- **RECORDS SUPPLIED**:
-------

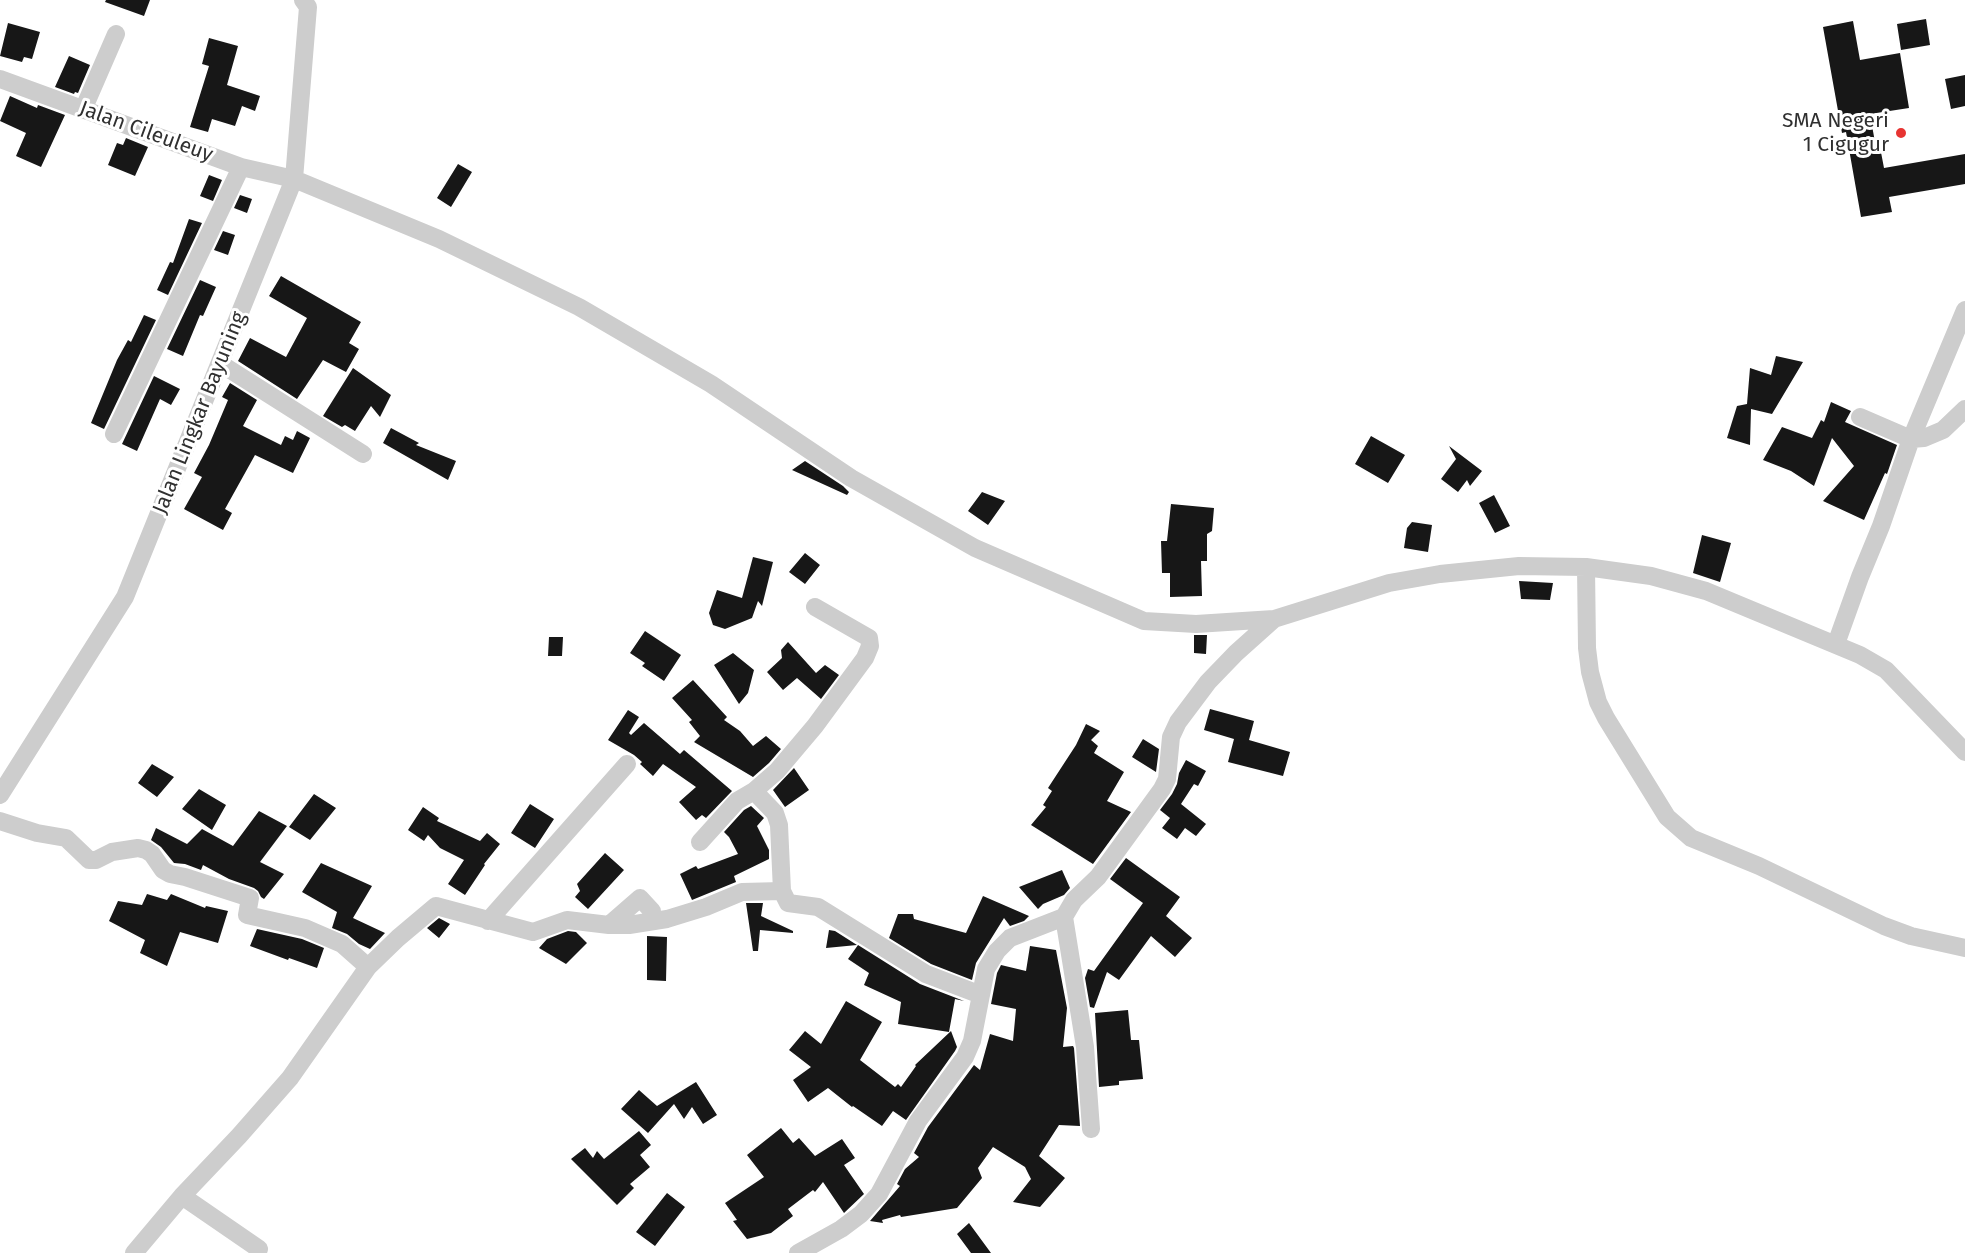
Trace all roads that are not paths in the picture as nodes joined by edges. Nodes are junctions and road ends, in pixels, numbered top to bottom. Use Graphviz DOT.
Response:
graph roads {
  1 [pos="306,2"];
  2 [pos="116,34"];
  3 [pos="0,79"];
  4 [pos="83,110"];
  5 [pos="241,167"];
  6 [pos="294,179"];
  7 [pos="1965,310"];
  8 [pos="221,364"];
  9 [pos="1965,409"];
  10 [pos="1860,417"];
  11 [pos="114,434"];
  12 [pos="1911,439"];
  13 [pos="363,454"];
  14 [pos="1586,567"];
  15 [pos="814,607"];
  16 [pos="1274,619"];
  17 [pos="1836,644"];
  18 [pos="1965,752"];
  19 [pos="627,764"];
  20 [pos="754,791"];
  21 [pos="0,795"];
  22 [pos="0,821"];
  23 [pos="700,842"];
  24 [pos="782,891"];
  25 [pos="652,911"];
  26 [pos="1064,917"];
  27 [pos="488,921"];
  28 [pos="609,925"];
  29 [pos="1965,948"];
  30 [pos="368,966"];
  31 [pos="981,995"];
  32 [pos="1091,1129"];
  33 [pos="182,1196"];
  34 [pos="259,1249"];
  35 [pos="134,1253"];
  36 [pos="798,1253"];
  1 -- 6 [label="street, Jalan Lingkar Bayuning"];
  2 -- 4 [label="street"];
  3 -- 4 [label="street, Jalan Cileuleuy"];
  4 -- 5 [label="street, Jalan Cileuleuy"];
  5 -- 6 [label="street, Jalan Cileuleuy"];
  5 -- 11 [label="street"];
  6 -- 8 [label="street, Jalan Lingkar Bayuning"];
  6 -- 16 [label="street, Jalan Cileuleuy"];
  7 -- 12 [label="street"];
  8 -- 13 [label="street"];
  8 -- 21 [label="street, Jalan Lingkar Bayuning"];
  9 -- 12 [label="street"];
  10 -- 12 [label="street"];
  12 -- 17 [label="street"];
  14 -- 16 [label="street"];
  14 -- 17 [label="street"];
  14 -- 29 [label="street"];
  15 -- 20 [label="street"];
  16 -- 26 [label="street"];
  17 -- 18 [label="street"];
  19 -- 27 [label="street"];
  20 -- 23 [label="street"];
  20 -- 24 [label="street"];
  22 -- 30 [label="street"];
  24 -- 28 [label="street"];
  24 -- 31 [label="street"];
  25 -- 28 [label="street"];
  26 -- 31 [label="street"];
  26 -- 32 [label="street"];
  27 -- 28 [label="street"];
  27 -- 30 [label="street"];
  30 -- 33 [label="street"];
  31 -- 36 [label="street"];
  33 -- 34 [label="street"];
  33 -- 35 [label="street"];
}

-------

Omit the pictures and copy the records above exactly.

- **SOLUTION TO THIS TASK**:
Trace all roads that are not paths in the picture as nodes joined by edges. Nodes are junctions and road ends, in pixels, numbered top to bottom. Use Graphviz DOT.
Response:
graph roads {
  1 [pos="306,2"];
  2 [pos="116,34"];
  3 [pos="0,79"];
  4 [pos="83,110"];
  5 [pos="241,167"];
  6 [pos="294,179"];
  7 [pos="1965,310"];
  8 [pos="221,364"];
  9 [pos="1965,409"];
  10 [pos="1860,417"];
  11 [pos="114,434"];
  12 [pos="1911,439"];
  13 [pos="363,454"];
  14 [pos="1586,567"];
  15 [pos="814,607"];
  16 [pos="1274,619"];
  17 [pos="1836,644"];
  18 [pos="1965,752"];
  19 [pos="627,764"];
  20 [pos="754,791"];
  21 [pos="0,795"];
  22 [pos="0,821"];
  23 [pos="700,842"];
  24 [pos="782,891"];
  25 [pos="652,911"];
  26 [pos="1064,917"];
  27 [pos="488,921"];
  28 [pos="609,925"];
  29 [pos="1965,948"];
  30 [pos="368,966"];
  31 [pos="981,995"];
  32 [pos="1091,1129"];
  33 [pos="182,1196"];
  34 [pos="259,1249"];
  35 [pos="134,1253"];
  36 [pos="798,1253"];
  1 -- 6 [label="street, Jalan Lingkar Bayuning"];
  2 -- 4 [label="street"];
  3 -- 4 [label="street, Jalan Cileuleuy"];
  4 -- 5 [label="street, Jalan Cileuleuy"];
  5 -- 6 [label="street, Jalan Cileuleuy"];
  5 -- 11 [label="street"];
  6 -- 8 [label="street, Jalan Lingkar Bayuning"];
  6 -- 16 [label="street, Jalan Cileuleuy"];
  7 -- 12 [label="street"];
  8 -- 13 [label="street"];
  8 -- 21 [label="street, Jalan Lingkar Bayuning"];
  9 -- 12 [label="street"];
  10 -- 12 [label="street"];
  12 -- 17 [label="street"];
  14 -- 16 [label="street"];
  14 -- 17 [label="street"];
  14 -- 29 [label="street"];
  15 -- 20 [label="street"];
  16 -- 26 [label="street"];
  17 -- 18 [label="street"];
  19 -- 27 [label="street"];
  20 -- 23 [label="street"];
  20 -- 24 [label="street"];
  22 -- 30 [label="street"];
  24 -- 28 [label="street"];
  24 -- 31 [label="street"];
  25 -- 28 [label="street"];
  26 -- 31 [label="street"];
  26 -- 32 [label="street"];
  27 -- 28 [label="street"];
  27 -- 30 [label="street"];
  30 -- 33 [label="street"];
  31 -- 36 [label="street"];
  33 -- 34 [label="street"];
  33 -- 35 [label="street"];
}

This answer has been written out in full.